背景技术Background technique
从催化重整汽油和加氢裂解汽油等烃类混合物中分离芳烃主要有两类工艺。一类是液液抽提,其本质为液液萃取-萃取精馏的联合过程,适合从宽馏分原料中分离芳烃,所使用的溶剂为甘醇类溶剂、环丁砜等。液液抽提工艺能以较高收率获得高纯度苯、甲苯、二甲苯(BTX)产品,但原料中芳烃含量不能太高,否则抽提塔不易操作。另一类为抽提蒸馏(ED)工艺,是利用溶剂对烃类各组分相对挥发度影响的不同进而从原料中分离芳烃的方法。相比之下,抽提蒸馏工艺能耗低、流程简单,较适于处理高芳烃含量、窄馏分的原料,所用的溶剂一般为甘醇类、环丁砜、N-甲基吡咯烷酮、N-甲酰基吗啉等,得到的产品为苯,或者苯和甲苯。There are two main processes for the separation of aromatics from hydrocarbon mixtures such as catalytic reformed gasoline and hydrocracking gasoline. One is liquid-liquid extraction, which is essentially a combined process of liquid-liquid extraction and extractive rectification. It is suitable for separating aromatic hydrocarbons from wide-cut raw materials. The solvents used are glycol solvents, sulfolane, etc. The liquid-liquid extraction process can obtain high-purity benzene, toluene, xylene (BTX) products with high yields, but the content of aromatic hydrocarbons in the raw materials should not be too high, otherwise the extraction tower will not be easy to operate. The other is the Extractive Distillation (ED) process, which is a method of separating aromatic hydrocarbons from raw materials by utilizing the different effects of solvents on the relative volatility of each component of hydrocarbons.

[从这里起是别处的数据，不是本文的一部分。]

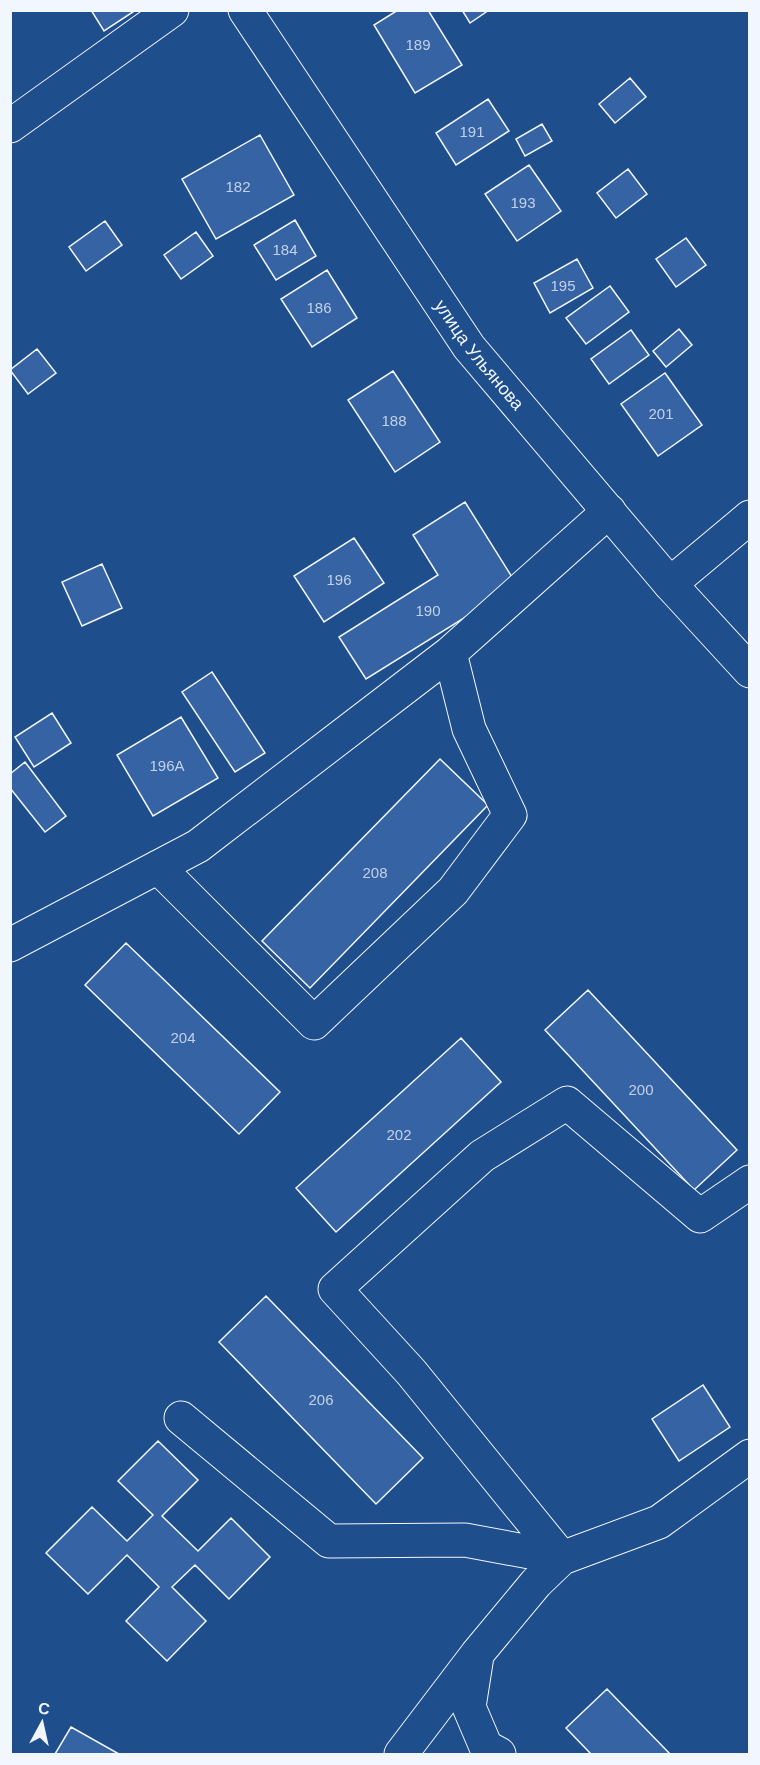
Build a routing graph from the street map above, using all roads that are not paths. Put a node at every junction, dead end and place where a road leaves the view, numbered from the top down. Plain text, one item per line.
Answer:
1 (172, 10) edge
2 (245, 10) edge
3 (10, 126) edge
4 (609, 511) junction
5 (750, 517) edge
6 (670, 584) junction
7 (450, 653) junction
8 (750, 671) edge
9 (158, 867) junction
10 (10, 945) edge
11 (750, 1182) edge
12 (181, 1418) dead end
13 (750, 1456) edge
14 (562, 1558) junction
15 (477, 1654) junction
16 (400, 1755) edge
17 (499, 1755) edge

1 - 3 street
2 - 4 street, улица Ульянова
4 - 6 street, улица Ульянова
4 - 7 street
5 - 6 street
6 - 8 street, улица Ульянова
7 - 9 street
7 - 9 street
9 - 10 street
11 - 14 street
12 - 14 street
13 - 14 street
14 - 15 street
15 - 16 street
15 - 17 street

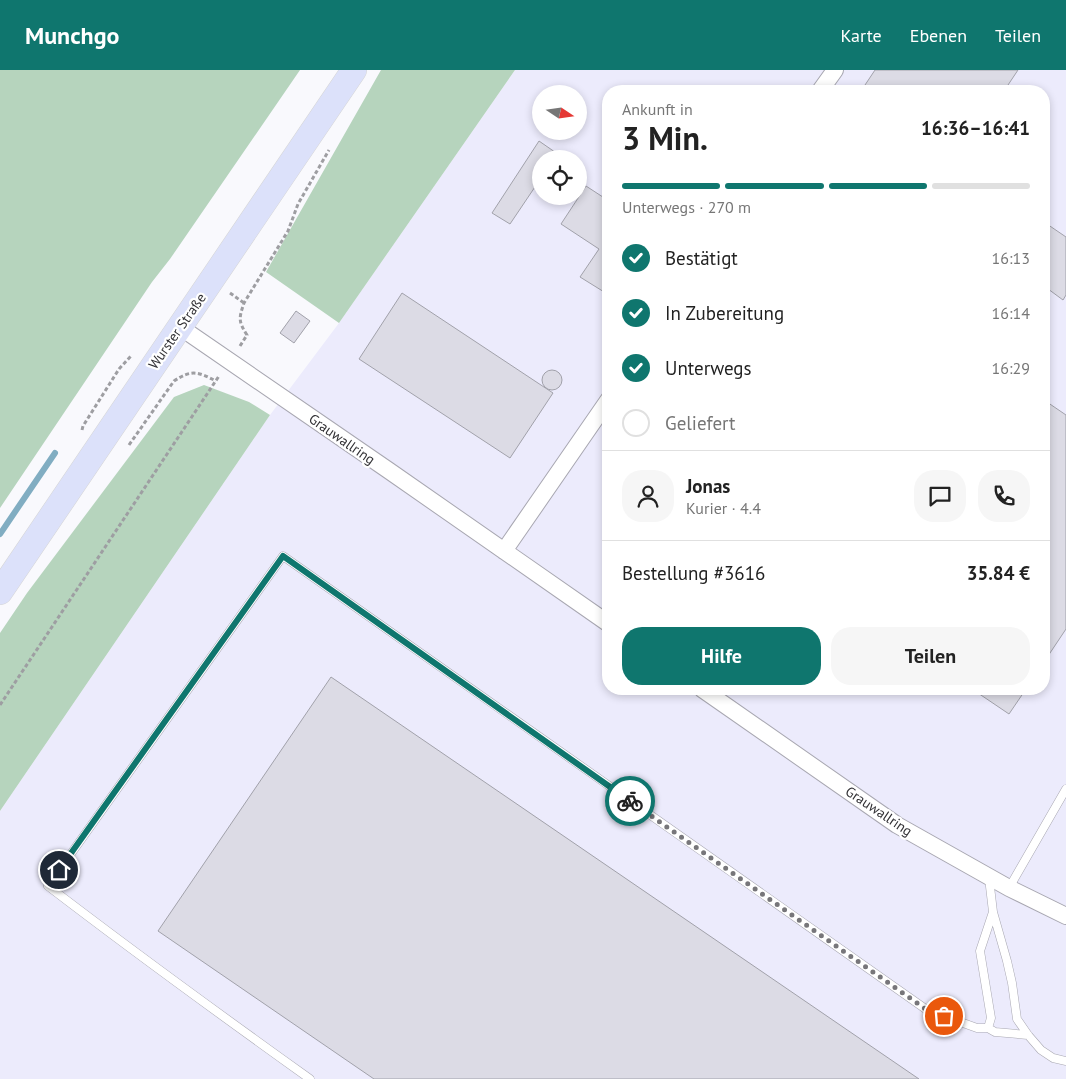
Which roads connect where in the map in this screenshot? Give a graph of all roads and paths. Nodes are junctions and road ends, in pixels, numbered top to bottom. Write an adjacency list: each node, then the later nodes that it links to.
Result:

In contrast, the extractive distillation process has low energy consumption and simple process, and is more suitable for processing raw materials with high aromatic content and narrow fractions. The solvents used are generally glycols, sulfolane, N-methylpyrrolidone, N-formyl Morpholine, etc., the resulting product is benzene, or benzene and toluene.

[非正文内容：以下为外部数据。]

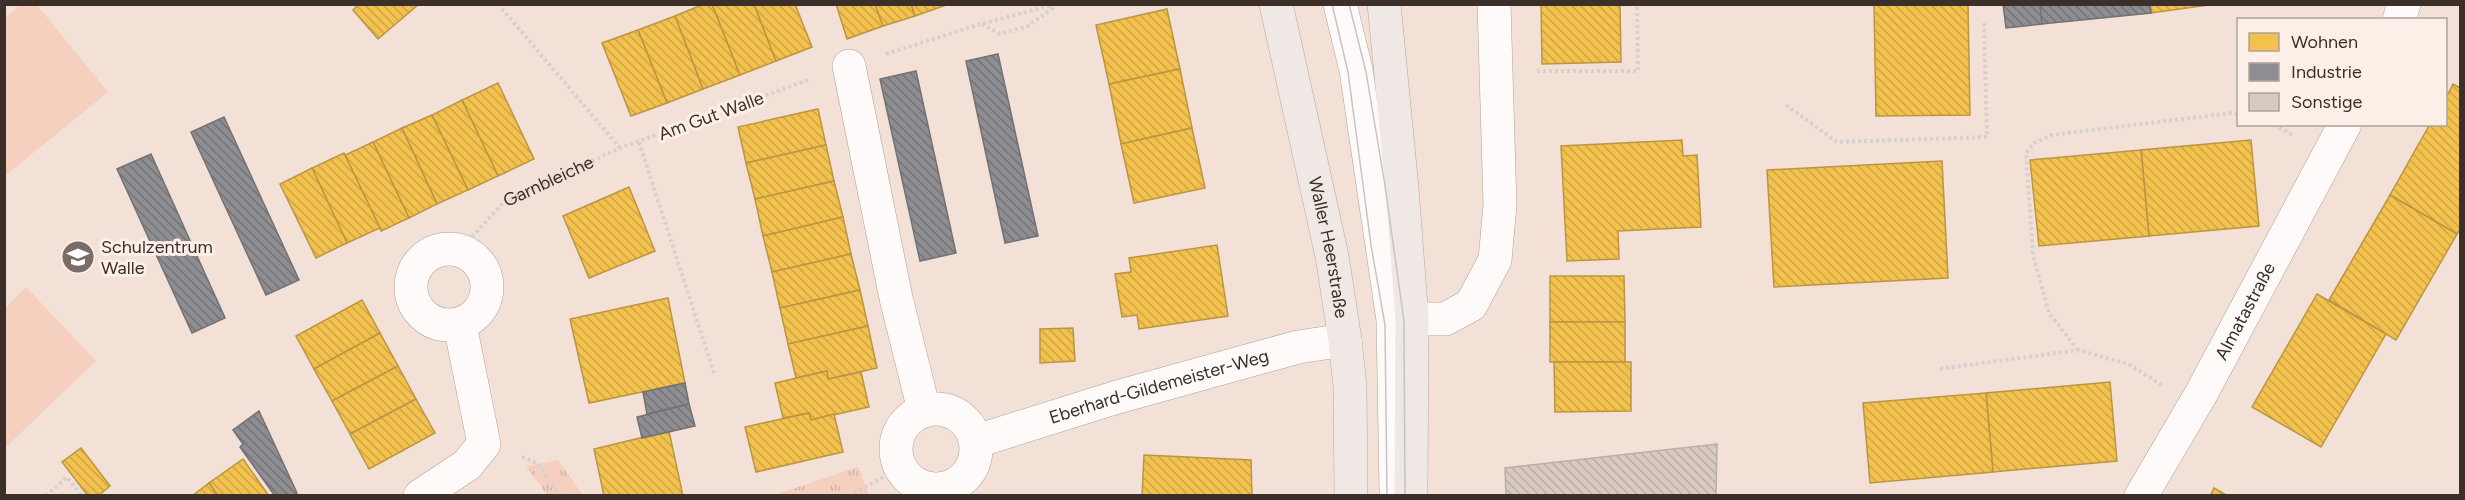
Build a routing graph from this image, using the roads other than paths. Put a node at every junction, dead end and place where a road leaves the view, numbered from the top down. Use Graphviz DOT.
graph roads {
  1 [pos="1276,4"];
  2 [pos="1340,4"];
  3 [pos="1384,4"];
  4 [pos="1494,4"];
  5 [pos="849,66"];
  6 [pos="2344,126"];
  7 [pos="1388,289"];
  8 [pos="1413,319"];
  9 [pos="460,326"];
  10 [pos="1344,340"];
  11 [pos="1412,352"];
  12 [pos="924,410"];
  13 [pos="977,441"];
  14 [pos="951,492"];
  15 [pos="420,495"];
  16 [pos="1351,495"];
  17 [pos="1396,495"];
  18 [pos="1412,495"];
  19 [pos="2142,495"];
  1 -- 10 [label="main road, Waller Heerstraße"];
  2 -- 7 [label="street"];
  3 -- 8 [label="main road"];
  4 -- 8 [label="street"];
  5 -- 12 [label="street"];
  6 -- 19 [label="street, Almatastraße"];
  7 -- 11 [label="street"];
  7 -- 17 [label="street"];
  8 -- 11 [label="main road"];
  9 -- 9 [label="street"];
  9 -- 15 [label="street"];
  10 -- 13 [label="street, Eberhard-Gildemeister-Weg"];
  10 -- 16 [label="main road, Waller Heerstraße"];
  11 -- 18 [label="main road"];
  12 -- 13 [label="street"];
  12 -- 14 [label="street"];
  13 -- 14 [label="street"];
}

未能使用ED工艺分离提纯苯、甲苯、二甲苯的原因在于目前所用溶剂的选择性和溶解性难于兼顾。裂解加氢汽油C6-C8馏分中,沸点最低的芳烃为苯 (80.1℃),沸点最高的环烷烃为乙基环己烷(131.8℃)。在ED塔中要实现苯存在于塔釜富溶剂中,而乙基环己烷被蒸至塔顶,需要溶剂与苯的相互作用很强,而对乙基环己烷之类的非芳则较为排斥。而具有高选择性的溶剂对非芳烃的溶解性往往较差,在塔的上部,尤其是溶剂进料位置与原料进料位置之间容易分相,从而导致ED塔操作困难。The reason why benzene, toluene and xylene cannot be separated and purified by ED process is that it is difficult to balance the selectivity and solubility of the currently used solvents. In the C 6 -C 8 fraction of cracked hydrogenated gasoline, the aromatic hydrocarbon with the lowest boiling point was benzene (80.1°C), and the cycloalkane with the highest boiling point was ethylcyclohexane (131.8°C). In the ED tower, to realize that benzene exists in the rich solvent of the tower kettle, and ethyl cyclohexane is distilled to the top of the tower, the interaction between the solvent and benzene is required to be strong, and the non-aromatic substances such as p-ethyl cyclohexane are more exclusive. However, solvents with high selectivity tend to have poor solubility for non-aromatic hydrocarbons, and are prone to phase separation in the upper part of the tower, especially between the solvent feeding position and the raw material feeding position, which makes the ED tower difficult to operate.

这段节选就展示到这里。